Depremlerin ardından zemin seçiminin öneminin de bir kez daha ortaya çıktığını vurgulayan Prof. Dr. Doğangün, “2023 Şubat’ında meydana gelen depremlerde de yumuşak zeminlere yapılan binaların, bölgenin, daha fazla hasar gördüğü şeklinde bir durumla karşılaşıldı. Tepelerdeki yapıların daha az hasar gördüğü ortaya çıktı” dedi.

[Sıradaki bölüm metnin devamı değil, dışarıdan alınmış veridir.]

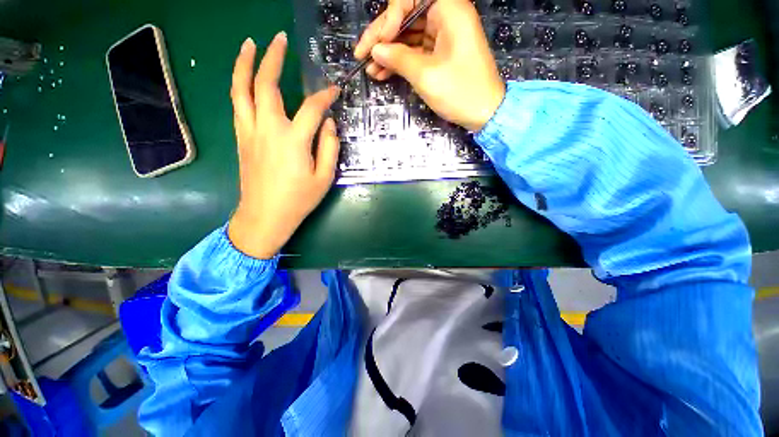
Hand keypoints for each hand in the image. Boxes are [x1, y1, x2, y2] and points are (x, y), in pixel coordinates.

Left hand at [228, 34, 340, 258]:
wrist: (265, 216)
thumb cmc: (299, 200)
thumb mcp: (325, 177)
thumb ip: (330, 147)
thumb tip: (330, 124)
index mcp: (294, 140)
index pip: (312, 108)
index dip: (325, 96)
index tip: (334, 90)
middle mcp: (268, 129)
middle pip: (266, 85)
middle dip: (273, 58)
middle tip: (280, 39)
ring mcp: (250, 132)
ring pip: (241, 90)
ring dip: (244, 64)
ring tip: (249, 44)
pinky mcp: (242, 139)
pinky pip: (238, 105)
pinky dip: (240, 86)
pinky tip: (245, 79)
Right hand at [354, 0, 504, 131]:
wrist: (484, 113)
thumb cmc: (460, 92)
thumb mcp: (426, 75)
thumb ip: (398, 58)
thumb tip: (376, 50)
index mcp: (449, 9)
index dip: (390, 19)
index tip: (379, 44)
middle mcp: (446, 15)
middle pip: (406, 16)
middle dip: (383, 37)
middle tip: (362, 56)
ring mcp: (444, 35)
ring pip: (408, 35)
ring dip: (389, 52)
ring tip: (370, 70)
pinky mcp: (441, 52)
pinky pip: (416, 50)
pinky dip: (400, 61)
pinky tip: (384, 72)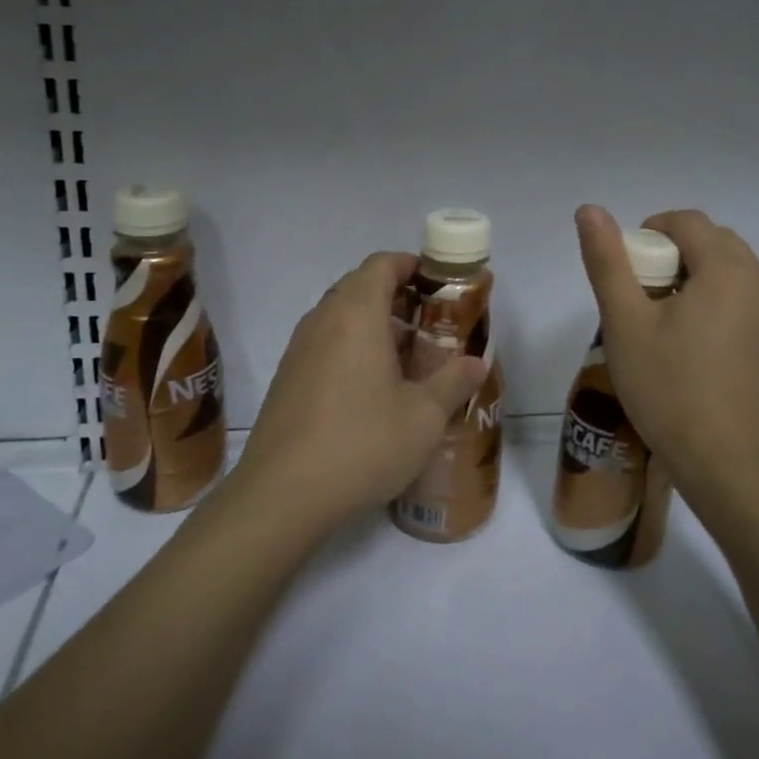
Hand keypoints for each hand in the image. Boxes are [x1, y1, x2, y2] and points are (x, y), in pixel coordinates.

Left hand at [234, 251, 488, 534]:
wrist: (282, 494)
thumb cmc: (362, 443)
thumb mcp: (423, 417)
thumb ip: (453, 382)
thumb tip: (477, 363)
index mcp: (356, 315)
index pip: (382, 264)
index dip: (411, 266)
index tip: (438, 287)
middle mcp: (322, 320)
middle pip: (359, 285)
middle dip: (396, 296)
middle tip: (428, 326)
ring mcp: (298, 349)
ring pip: (339, 315)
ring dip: (372, 323)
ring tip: (404, 358)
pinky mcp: (286, 377)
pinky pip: (323, 342)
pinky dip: (350, 347)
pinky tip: (370, 389)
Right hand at [574, 205, 758, 505]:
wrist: (720, 459)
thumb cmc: (665, 385)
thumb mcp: (623, 321)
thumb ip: (607, 260)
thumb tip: (590, 209)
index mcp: (726, 270)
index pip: (689, 223)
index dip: (654, 231)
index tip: (632, 266)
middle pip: (719, 245)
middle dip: (682, 256)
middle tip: (650, 296)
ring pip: (741, 279)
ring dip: (710, 284)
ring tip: (679, 326)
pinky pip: (758, 313)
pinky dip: (733, 314)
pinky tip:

Yumuşak zeminde de yapılaşmanın olabileceğini, bunun bazen de avantaj olduğunu söyleyen Prof. Dr. Doğangün, bu zeminlerdeki binaların inşası sırasında dikkat edilecek detaylarla, yıkımın önüne geçilebileceğini belirtti. Alınacak önlemleri sıralayan Prof. Dr. Doğangün, “Bu da bir olumsuzluk tabii ama ona uygun yapmak lazım. Yumuşak zeminde de yapılabilir ama zemin iyileştirmesi yapılabilir, bodrum katınızı ona göre yapacaksınız. Daha fazla bodrum yapacaksınız gibi önlemleri var. Önlem almazsanız tabii her ikisinde de hasar olabiliyor. Aslında bazı avantajları da olabiliyor sıvılaşma dediğimiz olayda da. Eğer kumluysa, boşluk suyu basıncı, su deprem esnasında basarak kumların dışarı çıkmasına neden oluyor ama binaların kendileri çok fazla hasar görmüyor. Genelde devrilme şeklinde oluyor. Eğer çok dikdörtgen şekilde yapmışsanız, taban alanı geniş değilse, devrilme şeklinde hasar oluyor. Yoksa kolon kirişlerinde çok fazla hasar olmayabiliyor. Bir miktar sönümleyici gibi de suyun üzerindeki bina gibi de davranıyor. Ama tabii çok ağır binaysa bu sefer, gördük işte İskenderun’da zemine 40-50 santimetre oturan binaları. Ama eğer taban genişse çok fazla hasar olmuyor, insanlar rahatlıkla can kaybı olmadan çıkabiliyor. Böyle de bir avantajı da var” diye konuştu.